RESPITE: Annual Report 2001: Scientific Highlights: The Multistream Formalism

(RESPITE logo)

The Multistream Formalism


"Tandem" Multistream Recognition

This year we have continued to investigate the Tandem Acoustic Modelling approach developed earlier in the project, in which a neural network is used as a first stage of processing before a conventional Gaussian mixture model speech recogniser. Our investigations focused on trying to understand the large improvements shown by this system by examining a range of variants to test specific hypotheses. For instance, we tried replacing the neural network in the first stage with a second Gaussian mixture model (GMM) to estimate the initial posterior probabilities. The results give us some insight into why the neural net performs better, as the figure below illustrates:

We see that even for a clean speech sample (left column), a GMM trained on the same data as the neural net has a lot of trouble, for instance completely missing the vowel of "two". At 5dB signal-to-noise ratio (the right side), the difference between neural net and GMM is very pronounced, with the GMM tending to mark noisy segments as background ("sil") while the neural net is much more precise.

RESPITE is a Winner!

Our Tandem system was one of the participants in a large comparison session at the recent Eurospeech conference in Denmark in which over 20 papers were presented describing systems for the same noisy digits task. All the foremost speech research labs in the world participated, including IBM, Lucent, Microsoft etc. Our Tandem system achieved the best overall word error rate, and the largest margin of improvement (50% better than the standard baseline) among systems trained on noisy examples, as shown in the chart below:

Multiband With Contaminated Training Data

Last year we introduced a new noise robust approach based on the use of a particular training procedure (based on data contamination) in a particular architecture (the multi-band paradigm). In this framework, we expected to remove the drawbacks of both the corpus contamination approach which is the dependency to noise spectral characteristics, and the multi-band architecture which is its inefficiency in case of wideband noise.
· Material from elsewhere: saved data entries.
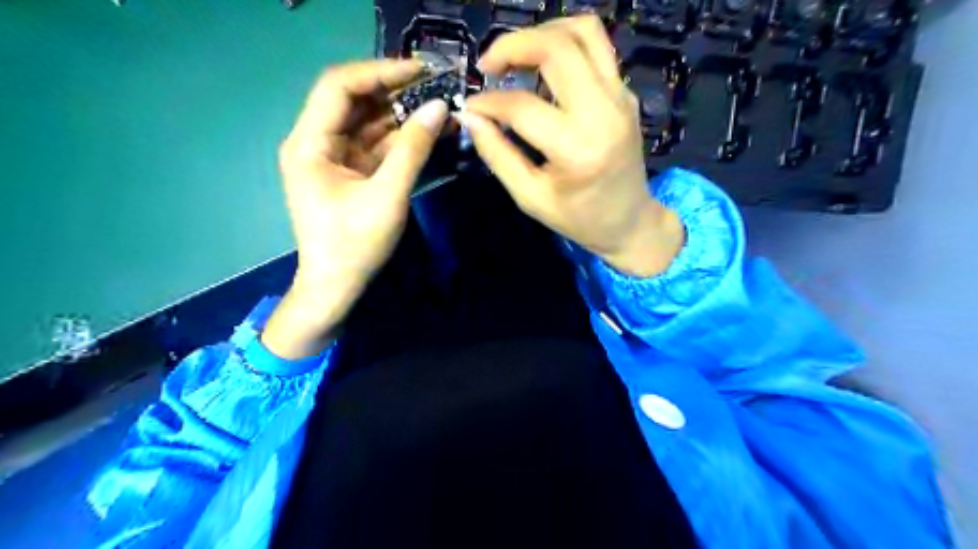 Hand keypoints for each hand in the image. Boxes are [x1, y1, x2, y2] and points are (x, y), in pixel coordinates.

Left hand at [263, 61, 447, 360]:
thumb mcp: (387, 196)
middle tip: (437, 86)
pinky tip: (428, 132)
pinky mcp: (349, 174)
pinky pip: (375, 146)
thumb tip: (441, 108)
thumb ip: (413, 150)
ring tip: (439, 107)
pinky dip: (400, 140)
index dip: (380, 72)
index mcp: (309, 143)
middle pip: (354, 101)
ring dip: (401, 115)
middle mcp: (316, 143)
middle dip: (394, 92)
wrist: (336, 288)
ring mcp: (333, 158)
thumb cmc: (354, 246)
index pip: (339, 86)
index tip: (421, 70)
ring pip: (367, 123)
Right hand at [462, 16, 681, 279]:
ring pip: (583, 32)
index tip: (470, 107)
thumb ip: (497, 154)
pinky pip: (596, 48)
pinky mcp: (625, 92)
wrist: (630, 221)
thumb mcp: (530, 197)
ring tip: (516, 58)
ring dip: (542, 34)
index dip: (487, 102)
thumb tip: (470, 117)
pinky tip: (544, 70)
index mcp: (578, 148)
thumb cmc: (578, 218)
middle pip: (556, 47)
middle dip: (512, 45)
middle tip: (488, 66)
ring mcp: (620, 96)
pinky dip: (564, 45)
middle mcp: (604, 111)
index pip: (522, 106)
Recently, this method has been tested on the AURORA 2 task and compared to other robust methods:

The matching noise conditions corresponds to a reference system in which training has been performed in the same noise conditions as the tests (cf. multi-condition training of the AURORA2 task)

Two different configurations of our multiband approach have been compared:

The following figures show that, even for the smaller configuration, our approach leads to very good performance on different kinds of additive noise, without any a priori knowledge of the noise characteristics.

Figure 1-4: Comparative results on four kinds of noise (subway, babble, in-car and exhibition hall). Click on the image to see it full size.

Multistream Combination Based On A Model For The Use Of Context In Human Perception

A study was made to see whether a two stage model for the human perception of speech and text categories (first stage using only local sensory data, second using higher level data from a wider context) could usefully be adapted as a new variant of HMM/ANN based ASR. Test performance of the ECPC (Error Correction Posteriors Combination) model was not, however, significantly different to that for the usual FC model.

Multistream ASR Techniques Tested On EEG Recognition

Like speech recognition in noise, thought recognition from EEG data (electric field measurements from the scalp surface) also has to contend with a high degree of unaccountable signal variation. Initial multiband classifier-decoder experiments, though providing an interesting new field of potential application, showed that direct application of multiband ASR to EEG recognition does not give significant improvement over a fullband classifier baseline, and that HMMs are not able to model the time structure in raw EEG data. We believe that the limited data streams available were not sufficiently complementary.